- Born: 1952 (age 73–74) Tehran, Iran
- Education: Pahlavi University (B.S.) University of Sussex (PhD)
- Awards: President of the American Society of Plant Biologists (2021–2022); Fellow of the American Association for the Advancement of Science; Member of the German National Academy of Sciences Leopoldina;
- Scientific career
- Fields: Plant biology
- Workplaces: University of California Riverside, Calgene, National University of Tehran, University of Kiel

= Katayoon Dehesh =

Iranian-American plant biologist

Katayoon "Katie" Dehesh (born 1952) is an American plant biologist and academic. As of 2026, she is a distinguished professor at the University of California Riverside, where she also serves as head of their Institute for Integrative Genome Biology. She is a past president of the American Society of Plant Biologists, a Fellow of the American Association for the Advancement of Science, and a member of the German National Academy of Sciences Leopoldina.

==Biography==
Dehesh was born in Tehran in 1952. She began her studies at the Pahlavi University, where she was also a political activist against the Iranian royal family. This caused her first-semester grades to struggle, but following her supervisor telling her to "drop out and learn how to cook and sew", she earned high grades.

During her second year of university, she discovered an interest in plant biology after witnessing halophytes around Maharloo Lake. She then decided to attend a PhD program in England, and despite not applying in advance was able to meet James Sutcliffe at the University of Sussex, then the head of plant biology. Her focus on halophytes aligned well with his focus on salt tolerance, and she become a PhD student in plant biology, focusing on Salicornia. She received several Iranian scholarships.

After finishing her PhD at Sutcliffe's lab, she returned to Tehran to visit family, intending to become a postdoctorate in the United States. During her period of applications, she worked as a professor at the Shahid Beheshti University, but was soon required to stay in the country and participate in mandatory military training.
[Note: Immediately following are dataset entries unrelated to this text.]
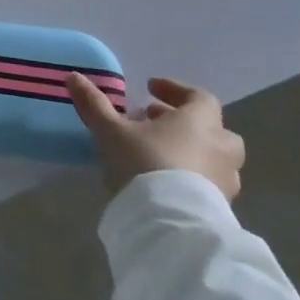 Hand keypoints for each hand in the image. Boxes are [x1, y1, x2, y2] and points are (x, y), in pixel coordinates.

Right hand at [67, 74, 243, 200]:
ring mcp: (226, 179)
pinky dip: (192, 177)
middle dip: (185, 123)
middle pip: (211, 127)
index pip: (198, 96)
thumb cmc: (145, 163)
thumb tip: (74, 77)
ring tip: (159, 156)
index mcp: (200, 121)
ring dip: (190, 151)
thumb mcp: (111, 130)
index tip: (151, 89)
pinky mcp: (222, 208)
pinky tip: (166, 184)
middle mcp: (220, 146)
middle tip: (155, 124)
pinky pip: (209, 183)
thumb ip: (95, 103)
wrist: (171, 223)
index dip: (175, 89)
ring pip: (213, 157) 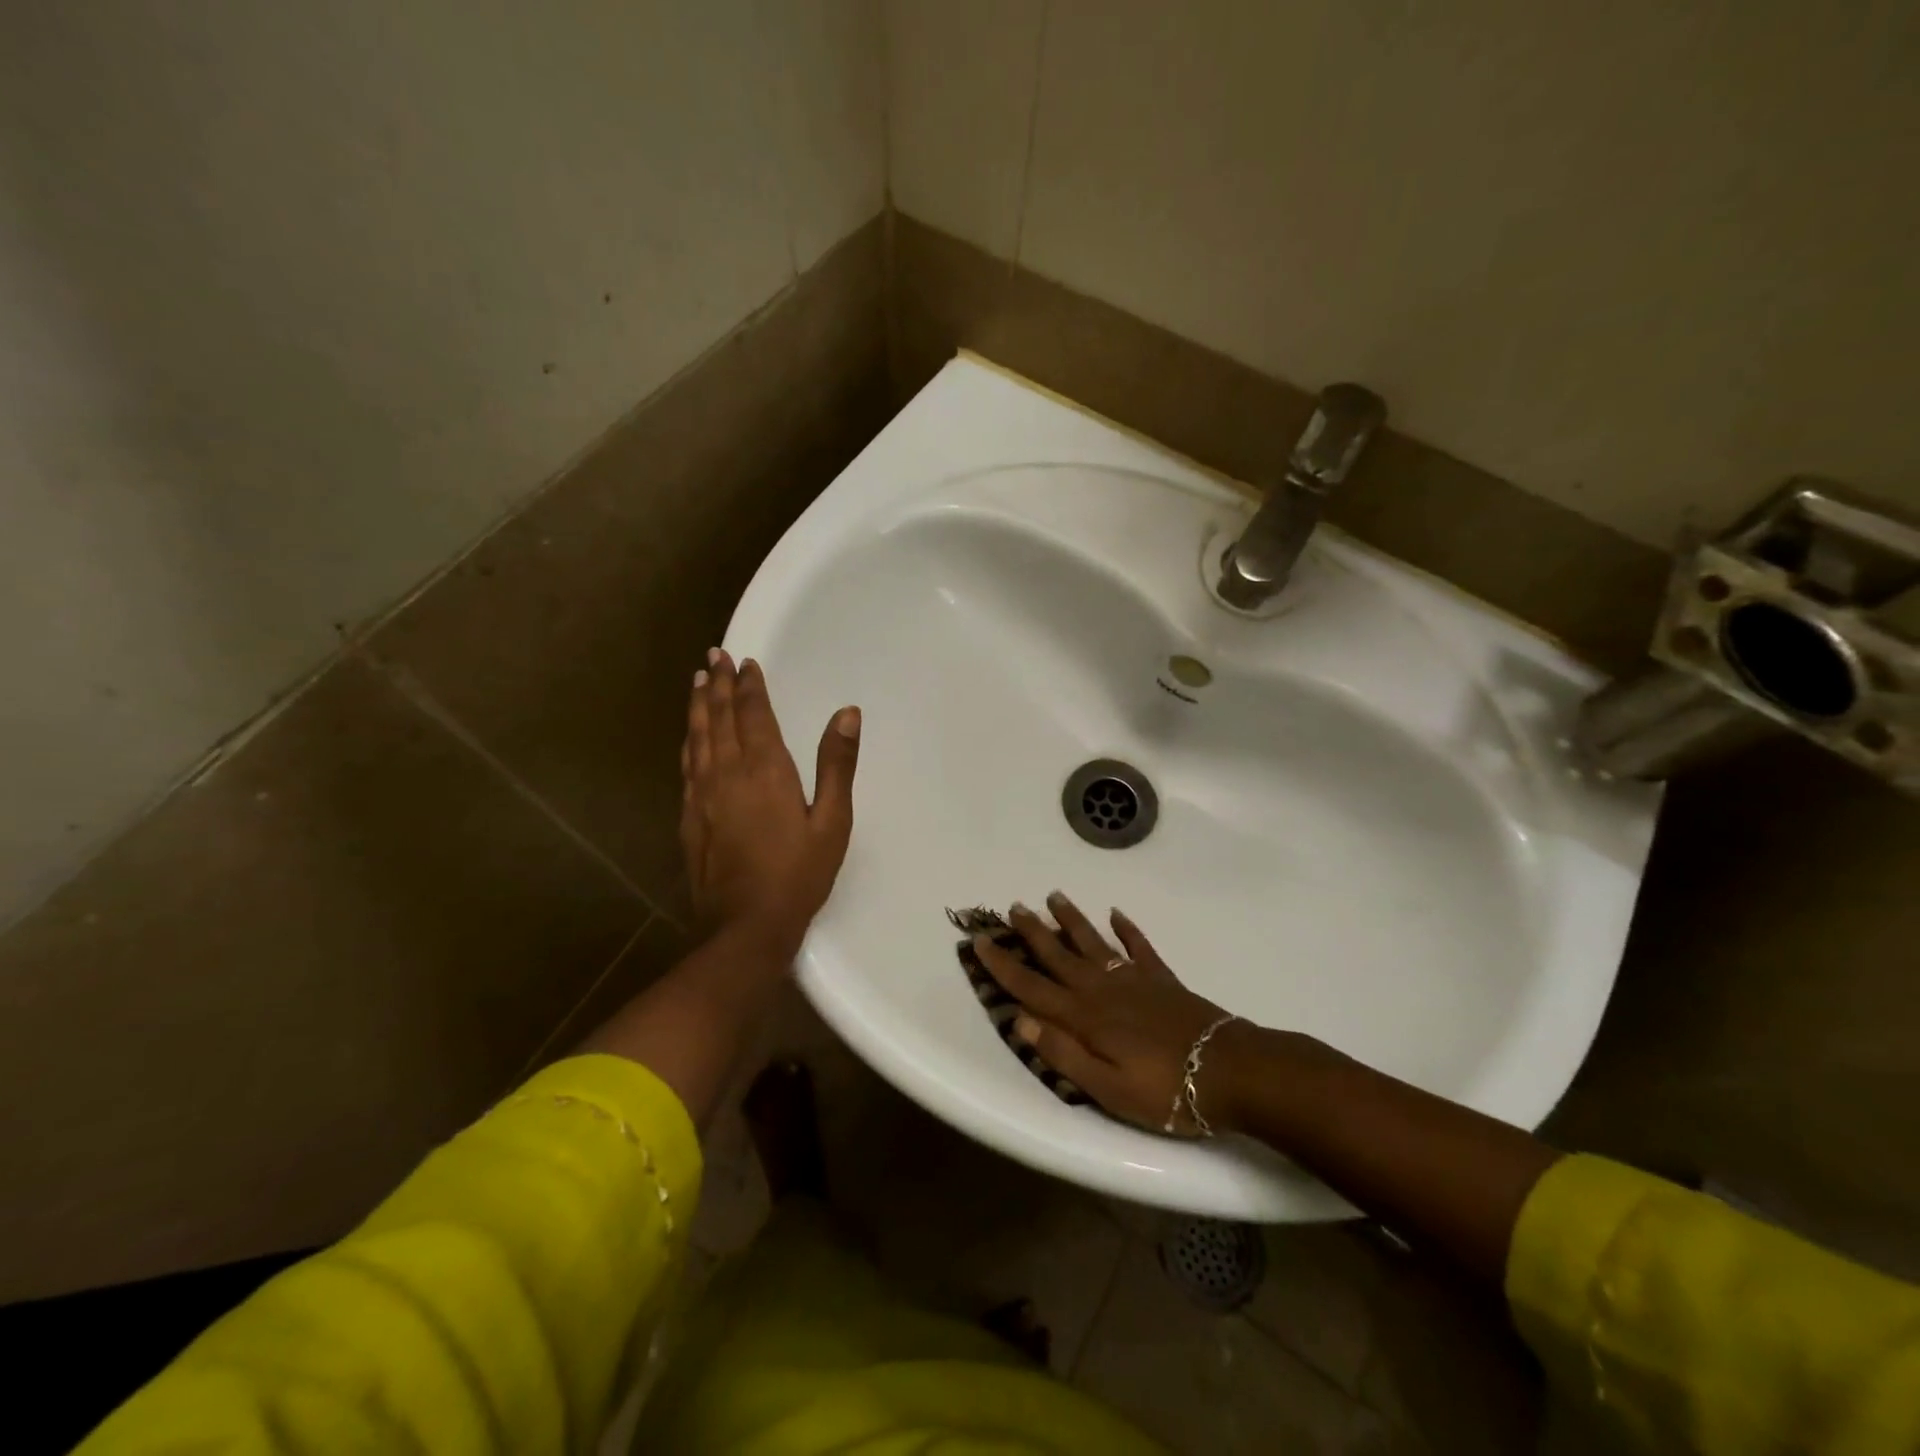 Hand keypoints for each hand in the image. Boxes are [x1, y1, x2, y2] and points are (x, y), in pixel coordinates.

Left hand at [680, 650, 859, 952]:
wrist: (745, 925)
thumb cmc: (798, 873)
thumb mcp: (833, 821)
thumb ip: (837, 764)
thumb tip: (847, 712)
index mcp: (765, 770)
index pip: (754, 715)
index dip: (749, 686)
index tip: (744, 661)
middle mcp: (727, 773)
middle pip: (720, 718)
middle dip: (719, 685)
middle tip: (714, 656)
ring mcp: (702, 795)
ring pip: (698, 737)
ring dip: (699, 706)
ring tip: (699, 681)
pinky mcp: (688, 816)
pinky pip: (687, 764)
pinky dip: (689, 740)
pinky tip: (690, 734)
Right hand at [972, 892, 1245, 1136]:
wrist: (1229, 1071)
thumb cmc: (1164, 1091)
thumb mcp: (1107, 1089)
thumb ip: (1063, 1054)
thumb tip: (1020, 1020)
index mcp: (1084, 1018)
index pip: (1032, 988)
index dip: (1004, 966)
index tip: (981, 941)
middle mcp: (1102, 990)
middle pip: (1058, 955)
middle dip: (1032, 932)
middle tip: (1013, 906)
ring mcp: (1133, 979)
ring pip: (1093, 942)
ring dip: (1071, 920)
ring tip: (1053, 896)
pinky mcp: (1161, 979)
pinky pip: (1139, 946)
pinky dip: (1127, 929)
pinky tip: (1117, 914) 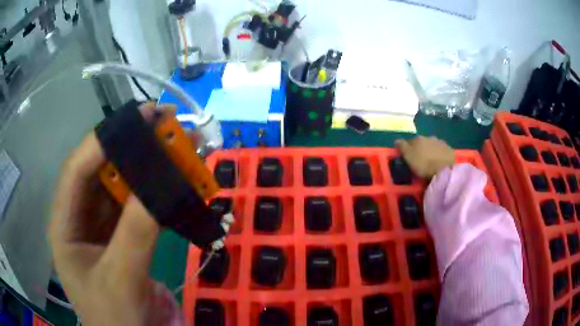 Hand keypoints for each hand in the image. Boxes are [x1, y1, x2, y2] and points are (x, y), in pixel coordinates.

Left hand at [49, 103, 181, 325]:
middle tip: (167, 125)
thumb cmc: (115, 319)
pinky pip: (139, 207)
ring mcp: (102, 227)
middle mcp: (80, 217)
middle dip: (134, 148)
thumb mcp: (122, 280)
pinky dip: (159, 194)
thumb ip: (135, 234)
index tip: (142, 117)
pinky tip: (179, 183)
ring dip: (151, 168)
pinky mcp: (123, 237)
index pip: (78, 170)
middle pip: (102, 172)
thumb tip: (161, 183)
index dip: (106, 139)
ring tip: (182, 147)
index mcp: (65, 224)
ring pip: (124, 187)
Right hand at [395, 136, 454, 178]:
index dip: (408, 149)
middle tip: (420, 160)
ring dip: (431, 151)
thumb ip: (402, 147)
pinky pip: (442, 150)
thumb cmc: (423, 164)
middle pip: (422, 142)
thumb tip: (397, 140)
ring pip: (433, 145)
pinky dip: (440, 154)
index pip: (409, 142)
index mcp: (418, 139)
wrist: (444, 170)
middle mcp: (429, 137)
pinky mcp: (449, 149)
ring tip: (431, 161)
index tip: (408, 157)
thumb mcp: (408, 156)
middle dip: (421, 149)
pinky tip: (440, 162)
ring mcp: (440, 142) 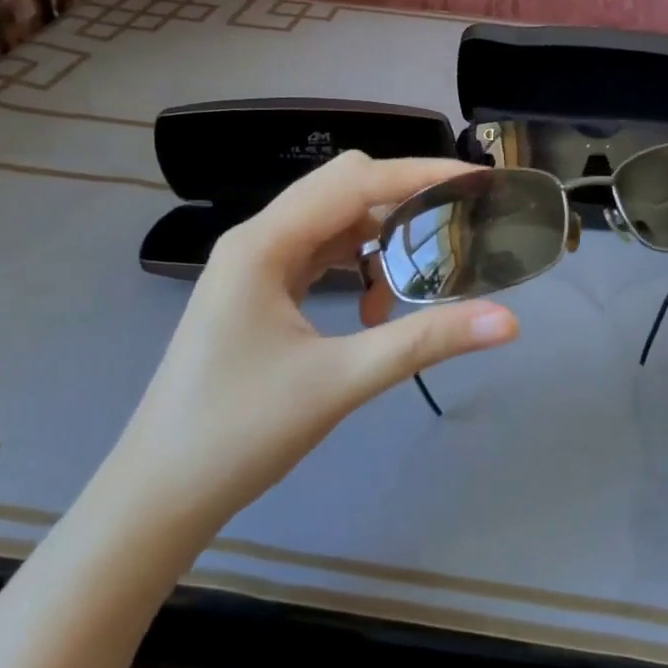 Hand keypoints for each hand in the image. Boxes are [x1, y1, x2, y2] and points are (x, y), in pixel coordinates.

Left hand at [108, 152, 519, 543]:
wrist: (160, 494)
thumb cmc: (240, 432)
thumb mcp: (341, 381)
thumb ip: (425, 342)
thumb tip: (508, 321)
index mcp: (264, 244)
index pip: (355, 180)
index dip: (419, 173)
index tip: (475, 180)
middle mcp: (257, 240)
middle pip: (342, 190)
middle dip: (402, 198)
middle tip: (458, 223)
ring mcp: (253, 267)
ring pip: (331, 223)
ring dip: (379, 237)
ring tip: (422, 270)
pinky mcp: (257, 294)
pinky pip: (317, 256)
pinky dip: (356, 265)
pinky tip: (376, 306) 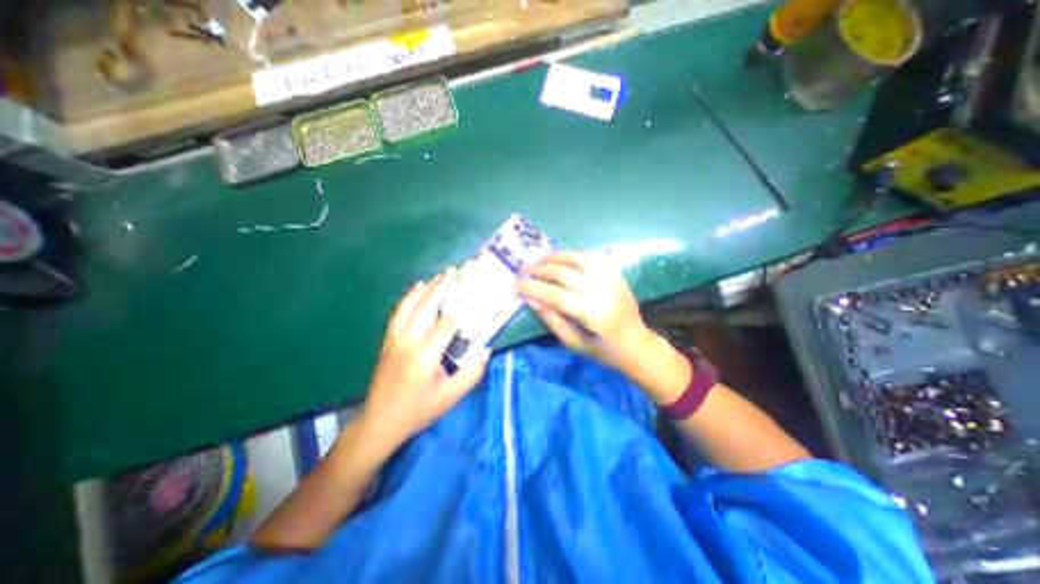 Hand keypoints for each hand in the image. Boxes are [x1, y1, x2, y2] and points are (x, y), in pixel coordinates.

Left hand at [363, 268, 492, 445]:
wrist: (380, 421)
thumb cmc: (418, 411)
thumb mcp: (450, 397)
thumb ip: (471, 373)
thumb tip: (486, 350)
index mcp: (424, 356)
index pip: (445, 325)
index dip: (461, 311)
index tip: (474, 296)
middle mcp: (407, 341)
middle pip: (425, 307)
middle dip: (440, 287)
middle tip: (453, 271)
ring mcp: (394, 339)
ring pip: (409, 306)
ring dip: (424, 289)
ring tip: (438, 277)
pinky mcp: (388, 340)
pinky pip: (398, 312)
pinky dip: (409, 298)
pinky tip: (417, 290)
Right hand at [519, 248, 651, 368]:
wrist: (638, 346)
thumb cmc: (605, 352)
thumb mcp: (575, 344)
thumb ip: (553, 321)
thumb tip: (532, 301)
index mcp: (592, 314)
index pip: (556, 295)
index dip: (533, 289)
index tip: (516, 285)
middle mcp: (603, 291)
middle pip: (566, 273)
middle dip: (541, 270)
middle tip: (525, 269)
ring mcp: (612, 280)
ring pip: (580, 258)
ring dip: (557, 256)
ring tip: (541, 260)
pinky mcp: (617, 275)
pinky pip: (595, 257)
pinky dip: (576, 254)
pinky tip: (565, 258)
She was also ordered to not teach on religiously significant days and follow other religious rules, but decided to not follow them, which she has stated left her in fear for her life.

In September 1980, she slipped out of the country by jumping over the border to Turkey. During her trip from the border to Istanbul, some of her money was stolen from her by Turkish soldiers, though the remainder she had sewn into her clothes. She did not eat for three days for fear of revealing the money in her clothes.

She was invited to a fellowship in Germany, but when she refused to state she would return to Iran in a year, it was rescinded. She went on to work as a plant biologist in a lab at Freiburg, first as a volunteer before becoming a habilitate. When the lab moved to Kiel, however, she was not able to rent an apartment for weeks, which she alleges was due to her status as a single woman and an immigrant.

In 1986, she took a sabbatical to work with a professor at University of Wisconsin–Madison, but after her application for an unpaid extension of her sabbatical was declined, she left Germany for good to work with that professor at Madison and at University of California, Berkeley. She married that professor.

In 1994, she began working at the Calgene company, where she ran lipid biochemistry. Calgene was subsequently acquired by Monsanto, and she remained there until 2002, when she left to create her own lab at University of California, Davis. In 2016, she moved to University of California, Riverside, where she also became head of the school's genomics institute, the Institute for Integrative Genome Biology.

She served as the Ernst and Helen Leibacher Endowed Chair in Botany and Plant Sciences, and is a distinguished professor. Her work has focused on stress signals and the development of novel drugs from plants and apicomplexa. One study she did discovered 2-C-methyl-D-erythritol-2,4-cyclopyrophosphate was able to block the formation of biofilm.

She has also advocated for women in sciences. She collaborated with Reema bint Bandar Al Saud to support women in the sciences in Saudi Arabia.

She served as President of the American Society of Plant Biologists from 2021 to 2022. In 2018, she was elected as a member of the German National Academy of Sciences Leopoldina for her work in stress responses and retrograde signalling. In 2013, she was elected to the position of Fellow of the American Association for the Advancement of Science. She is also a honorary professor at Southwest University.